PROBLEM
Those lines of the data that hold the word "controls" are to be copied out.

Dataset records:
··········
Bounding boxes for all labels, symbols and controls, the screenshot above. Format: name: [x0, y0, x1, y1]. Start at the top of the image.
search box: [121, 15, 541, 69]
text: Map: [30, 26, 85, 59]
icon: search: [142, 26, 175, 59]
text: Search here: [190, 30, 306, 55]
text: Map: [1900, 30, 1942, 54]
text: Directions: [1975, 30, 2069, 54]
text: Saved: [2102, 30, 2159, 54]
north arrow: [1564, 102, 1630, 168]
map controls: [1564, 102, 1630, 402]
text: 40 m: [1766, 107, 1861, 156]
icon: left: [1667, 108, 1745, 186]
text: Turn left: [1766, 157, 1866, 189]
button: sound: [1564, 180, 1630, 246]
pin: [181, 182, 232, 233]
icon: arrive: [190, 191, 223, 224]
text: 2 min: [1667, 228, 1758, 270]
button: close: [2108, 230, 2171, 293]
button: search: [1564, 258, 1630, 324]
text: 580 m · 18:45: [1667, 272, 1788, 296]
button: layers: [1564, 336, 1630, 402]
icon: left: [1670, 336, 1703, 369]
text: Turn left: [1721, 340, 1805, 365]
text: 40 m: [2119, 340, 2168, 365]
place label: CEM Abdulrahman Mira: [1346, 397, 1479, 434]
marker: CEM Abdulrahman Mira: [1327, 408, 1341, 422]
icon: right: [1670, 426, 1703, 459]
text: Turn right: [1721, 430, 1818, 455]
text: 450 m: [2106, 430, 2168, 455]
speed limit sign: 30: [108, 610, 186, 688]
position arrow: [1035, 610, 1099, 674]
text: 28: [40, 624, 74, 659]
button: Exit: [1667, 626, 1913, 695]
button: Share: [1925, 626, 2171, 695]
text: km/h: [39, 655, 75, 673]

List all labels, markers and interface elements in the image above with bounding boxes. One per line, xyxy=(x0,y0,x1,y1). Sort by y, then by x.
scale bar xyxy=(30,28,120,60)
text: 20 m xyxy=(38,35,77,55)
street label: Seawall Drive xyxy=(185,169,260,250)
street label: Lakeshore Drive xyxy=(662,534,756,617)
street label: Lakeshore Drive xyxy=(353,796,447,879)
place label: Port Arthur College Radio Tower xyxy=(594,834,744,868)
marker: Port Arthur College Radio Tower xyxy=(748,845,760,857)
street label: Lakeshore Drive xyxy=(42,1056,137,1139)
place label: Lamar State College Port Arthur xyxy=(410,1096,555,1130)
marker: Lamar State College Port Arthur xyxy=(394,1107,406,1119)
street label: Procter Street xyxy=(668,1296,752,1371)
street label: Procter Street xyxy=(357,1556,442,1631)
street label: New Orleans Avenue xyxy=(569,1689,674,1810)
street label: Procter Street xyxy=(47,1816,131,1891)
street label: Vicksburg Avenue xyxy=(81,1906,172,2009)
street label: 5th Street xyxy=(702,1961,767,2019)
··········
WRITTEN SOLUTION
Bounding boxes for all labels, symbols and controls, the screenshot above. Format: name: [x0, y0, x1, y1]. Start at the top of the image.
map controls: [1564, 102, 1630, 402]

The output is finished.